DIRECTIONS: In the copy, include every entry exactly but none of its images.

━━━

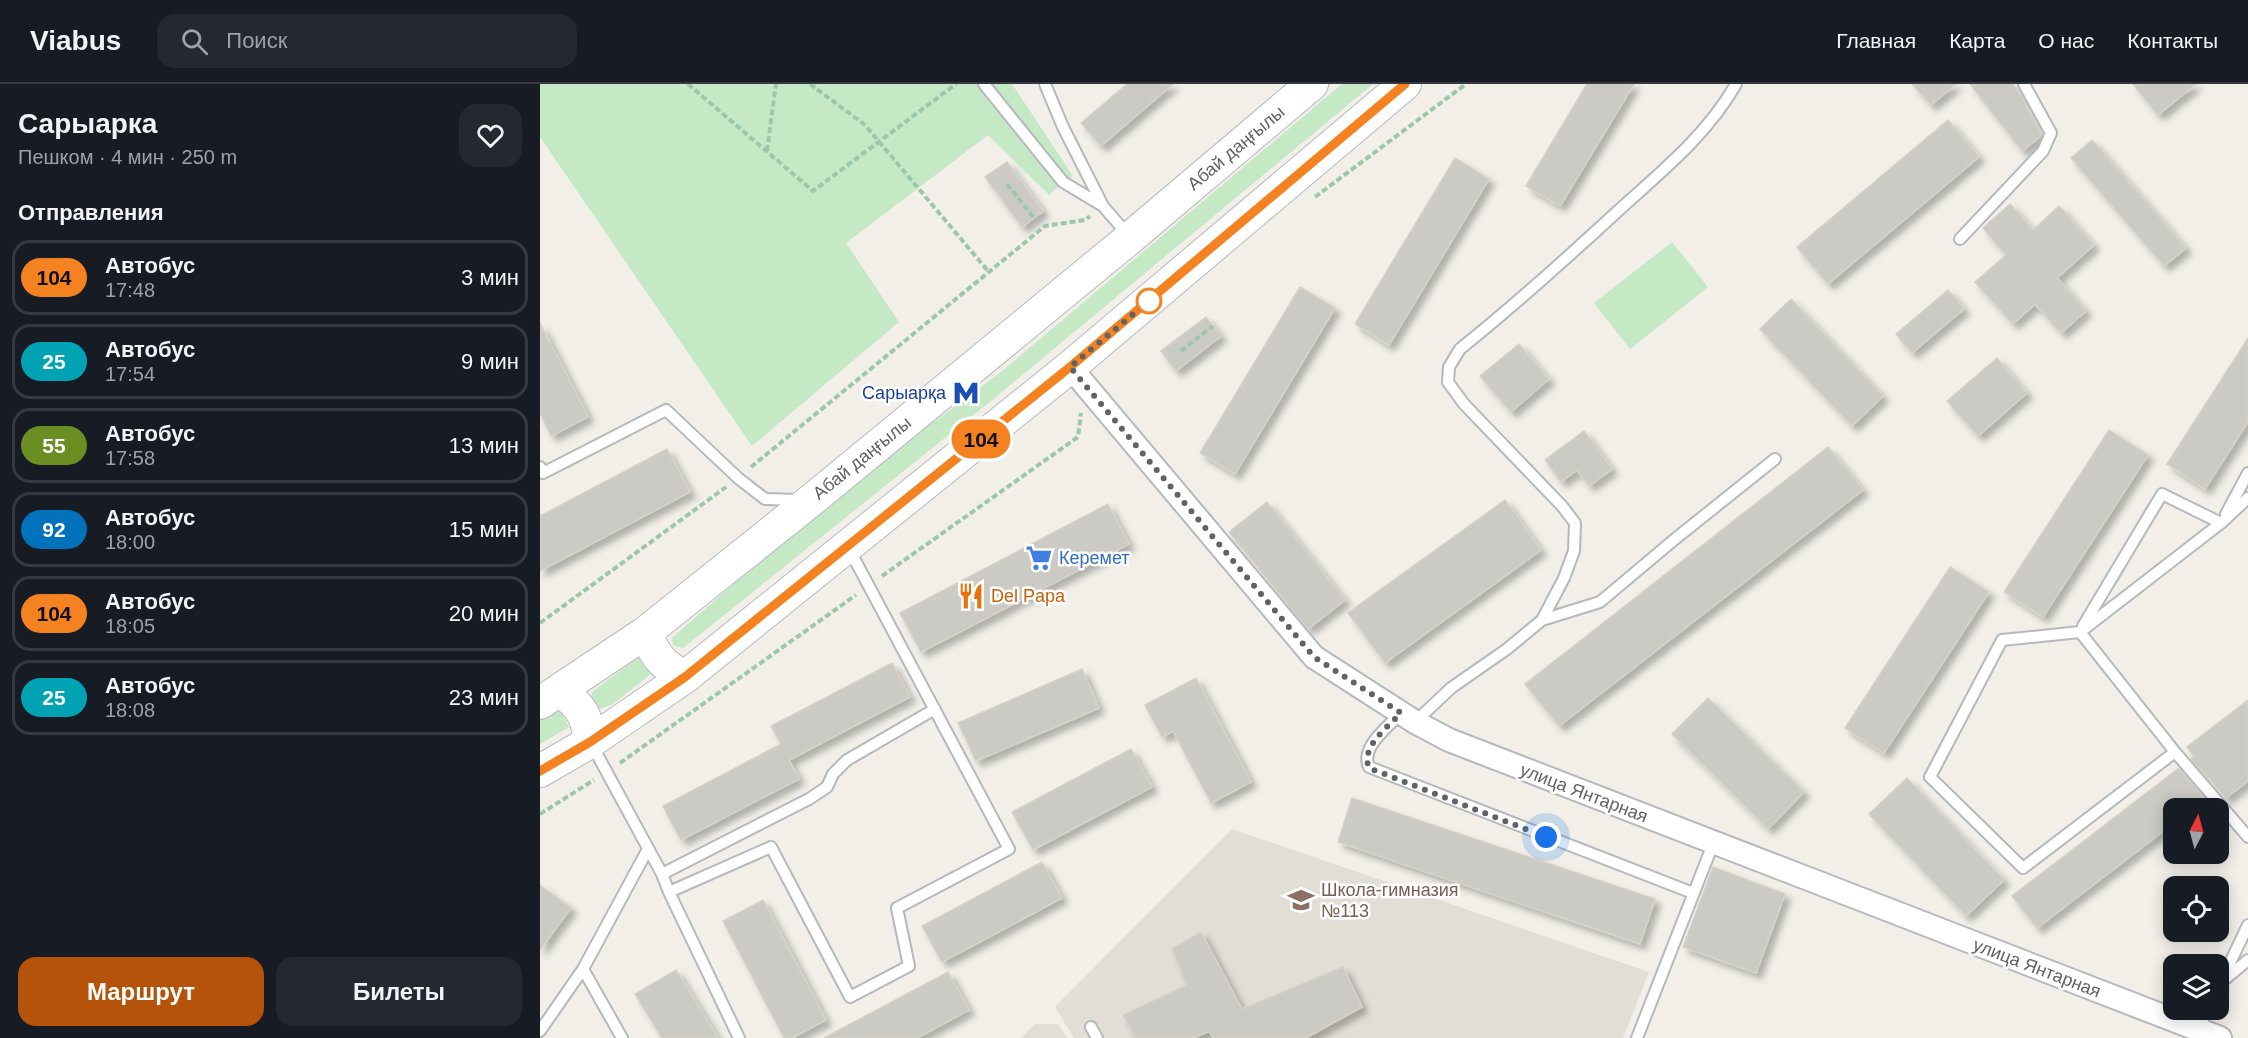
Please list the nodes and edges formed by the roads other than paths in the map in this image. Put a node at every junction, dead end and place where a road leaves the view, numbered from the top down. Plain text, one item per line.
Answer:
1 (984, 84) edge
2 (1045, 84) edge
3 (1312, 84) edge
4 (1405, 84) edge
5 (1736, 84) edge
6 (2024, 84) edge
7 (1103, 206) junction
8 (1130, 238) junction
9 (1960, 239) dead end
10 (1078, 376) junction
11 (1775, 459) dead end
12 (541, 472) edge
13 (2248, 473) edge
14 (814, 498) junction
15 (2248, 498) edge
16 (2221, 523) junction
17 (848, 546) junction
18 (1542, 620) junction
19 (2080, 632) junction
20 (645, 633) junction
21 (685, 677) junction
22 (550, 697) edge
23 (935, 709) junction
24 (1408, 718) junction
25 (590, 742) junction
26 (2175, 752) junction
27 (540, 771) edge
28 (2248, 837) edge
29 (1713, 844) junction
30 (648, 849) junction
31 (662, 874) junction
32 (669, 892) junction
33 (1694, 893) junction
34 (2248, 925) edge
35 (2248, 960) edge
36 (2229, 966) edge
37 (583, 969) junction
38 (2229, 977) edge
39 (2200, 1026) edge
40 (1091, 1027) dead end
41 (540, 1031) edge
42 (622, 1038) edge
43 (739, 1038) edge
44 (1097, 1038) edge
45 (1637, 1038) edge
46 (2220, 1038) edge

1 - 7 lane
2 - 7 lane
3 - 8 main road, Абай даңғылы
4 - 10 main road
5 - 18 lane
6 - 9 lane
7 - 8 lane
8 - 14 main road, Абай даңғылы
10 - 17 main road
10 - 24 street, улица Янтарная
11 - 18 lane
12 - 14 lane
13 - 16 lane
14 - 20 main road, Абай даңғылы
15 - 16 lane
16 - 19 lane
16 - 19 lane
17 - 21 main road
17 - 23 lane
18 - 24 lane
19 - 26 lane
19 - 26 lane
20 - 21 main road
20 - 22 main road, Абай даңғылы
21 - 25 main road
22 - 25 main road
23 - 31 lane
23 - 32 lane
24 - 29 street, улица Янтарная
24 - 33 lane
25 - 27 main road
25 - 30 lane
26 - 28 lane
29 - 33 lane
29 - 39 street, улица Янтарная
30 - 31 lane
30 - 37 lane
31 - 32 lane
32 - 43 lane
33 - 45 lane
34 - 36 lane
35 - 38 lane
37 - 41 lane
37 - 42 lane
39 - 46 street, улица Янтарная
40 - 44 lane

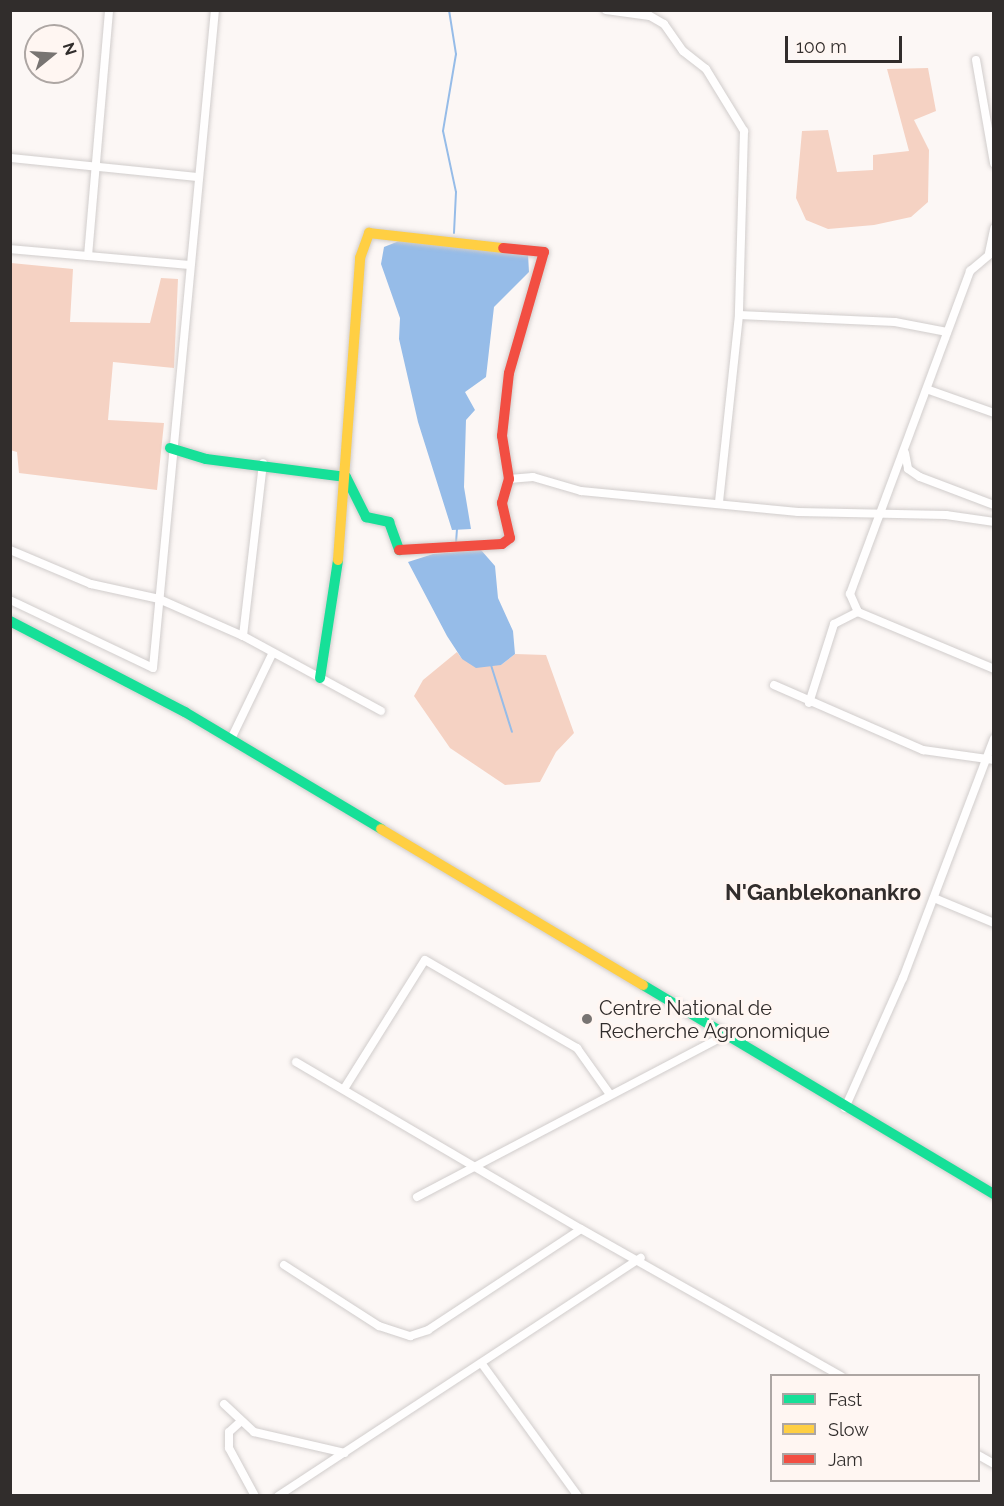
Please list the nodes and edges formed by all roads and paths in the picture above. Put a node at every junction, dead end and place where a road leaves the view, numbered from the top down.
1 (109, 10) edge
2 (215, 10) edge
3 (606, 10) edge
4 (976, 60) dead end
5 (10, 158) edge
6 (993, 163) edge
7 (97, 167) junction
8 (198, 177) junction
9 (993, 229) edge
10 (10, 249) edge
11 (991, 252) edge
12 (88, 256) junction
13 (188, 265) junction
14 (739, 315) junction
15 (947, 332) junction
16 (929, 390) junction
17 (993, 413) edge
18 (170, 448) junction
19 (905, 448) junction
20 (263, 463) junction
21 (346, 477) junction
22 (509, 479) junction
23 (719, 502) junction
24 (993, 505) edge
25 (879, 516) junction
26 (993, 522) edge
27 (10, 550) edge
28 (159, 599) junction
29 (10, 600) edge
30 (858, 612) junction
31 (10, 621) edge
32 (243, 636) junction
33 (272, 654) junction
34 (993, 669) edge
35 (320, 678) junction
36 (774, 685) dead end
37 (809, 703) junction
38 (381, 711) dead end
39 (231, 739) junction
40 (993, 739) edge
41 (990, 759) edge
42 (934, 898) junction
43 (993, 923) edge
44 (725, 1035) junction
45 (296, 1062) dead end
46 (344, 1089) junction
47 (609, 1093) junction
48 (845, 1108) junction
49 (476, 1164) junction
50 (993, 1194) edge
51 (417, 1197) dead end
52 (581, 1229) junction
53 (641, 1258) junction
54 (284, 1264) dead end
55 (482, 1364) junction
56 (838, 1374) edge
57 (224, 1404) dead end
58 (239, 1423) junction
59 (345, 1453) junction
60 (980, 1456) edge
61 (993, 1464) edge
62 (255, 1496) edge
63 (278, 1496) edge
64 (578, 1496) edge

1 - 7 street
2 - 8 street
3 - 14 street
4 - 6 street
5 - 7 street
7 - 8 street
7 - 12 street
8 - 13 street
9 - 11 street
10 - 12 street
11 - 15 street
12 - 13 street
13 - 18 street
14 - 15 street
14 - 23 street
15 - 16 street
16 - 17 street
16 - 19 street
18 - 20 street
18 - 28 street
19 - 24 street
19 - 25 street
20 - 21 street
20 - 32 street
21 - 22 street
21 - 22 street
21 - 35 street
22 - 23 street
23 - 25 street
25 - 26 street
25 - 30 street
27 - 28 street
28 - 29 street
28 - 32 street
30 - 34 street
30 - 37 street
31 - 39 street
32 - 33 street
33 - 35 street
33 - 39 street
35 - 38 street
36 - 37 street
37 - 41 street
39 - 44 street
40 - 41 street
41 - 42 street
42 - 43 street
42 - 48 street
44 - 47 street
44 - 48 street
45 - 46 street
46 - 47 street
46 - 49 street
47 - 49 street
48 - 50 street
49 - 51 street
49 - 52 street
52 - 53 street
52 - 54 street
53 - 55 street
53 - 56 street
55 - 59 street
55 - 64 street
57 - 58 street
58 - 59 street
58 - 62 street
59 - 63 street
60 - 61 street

━━━

EXERCISE RESULT:
Please list the nodes and edges formed by the roads other than paths in the map in this image. Put a node at every junction, dead end and place where a road leaves the view, numbered from the top down. Plain text, one item per line.
Answer:
1 (984, 84) edge
2 (1045, 84) edge
3 (1312, 84) edge
4 (1405, 84) edge
5 (1736, 84) edge
6 (2024, 84) edge
7 (1103, 206) junction
8 (1130, 238) junction
9 (1960, 239) dead end
10 (1078, 376) junction
11 (1775, 459) dead end
12 (541, 472) edge
13 (2248, 473) edge
14 (814, 498) junction
15 (2248, 498) edge
16 (2221, 523) junction
17 (848, 546) junction
18 (1542, 620) junction
19 (2080, 632) junction
20 (645, 633) junction
21 (685, 677) junction
22 (550, 697) edge
23 (935, 709) junction
24 (1408, 718) junction
25 (590, 742) junction
26 (2175, 752) junction
27 (540, 771) edge
28 (2248, 837) edge
29 (1713, 844) junction
30 (648, 849) junction
31 (662, 874) junction
32 (669, 892) junction
33 (1694, 893) junction
34 (2248, 925) edge
35 (2248, 960) edge
36 (2229, 966) edge
37 (583, 969) junction
38 (2229, 977) edge
39 (2200, 1026) edge
40 (1091, 1027) dead end
41 (540, 1031) edge
42 (622, 1038) edge
43 (739, 1038) edge
44 (1097, 1038) edge
45 (1637, 1038) edge
46 (2220, 1038) edge

1 - 7 lane
2 - 7 lane
3 - 8 main road, Абай даңғылы
4 - 10 main road
5 - 18 lane
6 - 9 lane
7 - 8 lane
8 - 14 main road, Абай даңғылы
10 - 17 main road
10 - 24 street, улица Янтарная
11 - 18 lane
12 - 14 lane
13 - 16 lane
14 - 20 main road, Абай даңғылы
15 - 16 lane
16 - 19 lane
16 - 19 lane
17 - 21 main road
17 - 23 lane
18 - 24 lane
19 - 26 lane
19 - 26 lane
20 - 21 main road
20 - 22 main road, Абай даңғылы
21 - 25 main road
22 - 25 main road
23 - 31 lane
23 - 32 lane
24 - 29 street, улица Янтарная
24 - 33 lane
25 - 27 main road
25 - 30 lane
26 - 28 lane
29 - 33 lane
29 - 39 street, улица Янтарная
30 - 31 lane
30 - 37 lane
31 - 32 lane
32 - 43 lane
33 - 45 lane
34 - 36 lane
35 - 38 lane
37 - 41 lane
37 - 42 lane
39 - 46 street, улица Янтарная
40 - 44 lane

Please list the nodes and edges formed by all roads and paths in the picture above. Put a node at every junction, dead end and place where a road leaves the view, numbered from the top down.
1 (109, 10) edge
2 (215, 10) edge
3 (606, 10) edge
4 (976, 60) dead end
5 (10, 158) edge
6 (993, 163) edge
7 (97, 167) junction
8 (198, 177) junction
9 (993, 229) edge
10 (10, 249) edge
11 (991, 252) edge
12 (88, 256) junction
13 (188, 265) junction
14 (739, 315) junction
15 (947, 332) junction
16 (929, 390) junction
17 (993, 413) edge
18 (170, 448) junction
19 (905, 448) junction
20 (263, 463) junction
21 (346, 477) junction
22 (509, 479) junction
23 (719, 502) junction
24 (993, 505) edge
25 (879, 516) junction
26 (993, 522) edge
27 (10, 550) edge
28 (159, 599) junction
29 (10, 600) edge
30 (858, 612) junction
31 (10, 621) edge
32 (243, 636) junction
33 (272, 654) junction
34 (993, 669) edge
35 (320, 678) junction
36 (774, 685) dead end
37 (809, 703) junction
38 (381, 711) dead end
39 (231, 739) junction
40 (993, 739) edge
41 (990, 759) edge
42 (934, 898) junction
43 (993, 923) edge
44 (725, 1035) junction
45 (296, 1062) dead end
46 (344, 1089) junction
47 (609, 1093) junction
48 (845, 1108) junction
49 (476, 1164) junction
50 (993, 1194) edge
51 (417, 1197) dead end
52 (581, 1229) junction
53 (641, 1258) junction
54 (284, 1264) dead end
55 (482, 1364) junction
56 (838, 1374) edge
57 (224, 1404) dead end
58 (239, 1423) junction
59 (345, 1453) junction
60 (980, 1456) edge
61 (993, 1464) edge
62 (255, 1496) edge
63 (278, 1496) edge
64 (578, 1496) edge

1 - 7 street
2 - 8 street
3 - 14 street
4 - 6 street
5 - 7 street
7 - 8 street
7 - 12 street
8 - 13 street
9 - 11 street
10 - 12 street
11 - 15 street
12 - 13 street
13 - 18 street
14 - 15 street
14 - 23 street
15 - 16 street
16 - 17 street
16 - 19 street
18 - 20 street
18 - 28 street
19 - 24 street
19 - 25 street
20 - 21 street
20 - 32 street
21 - 22 street
21 - 22 street
21 - 35 street
22 - 23 street
23 - 25 street
25 - 26 street
25 - 30 street
27 - 28 street
28 - 29 street
28 - 32 street
30 - 34 street
30 - 37 street
31 - 39 street
32 - 33 street
33 - 35 street
33 - 39 street
35 - 38 street
36 - 37 street
37 - 41 street
39 - 44 street
40 - 41 street
41 - 42 street
42 - 43 street
42 - 48 street
44 - 47 street
44 - 48 street
45 - 46 street
46 - 47 street
46 - 49 street
47 - 49 street
48 - 50 street
49 - 51 street
49 - 52 street
52 - 53 street
52 - 54 street
53 - 55 street
53 - 56 street
55 - 59 street
55 - 64 street
57 - 58 street
58 - 59 street
58 - 62 street
59 - 63 street
60 - 61 street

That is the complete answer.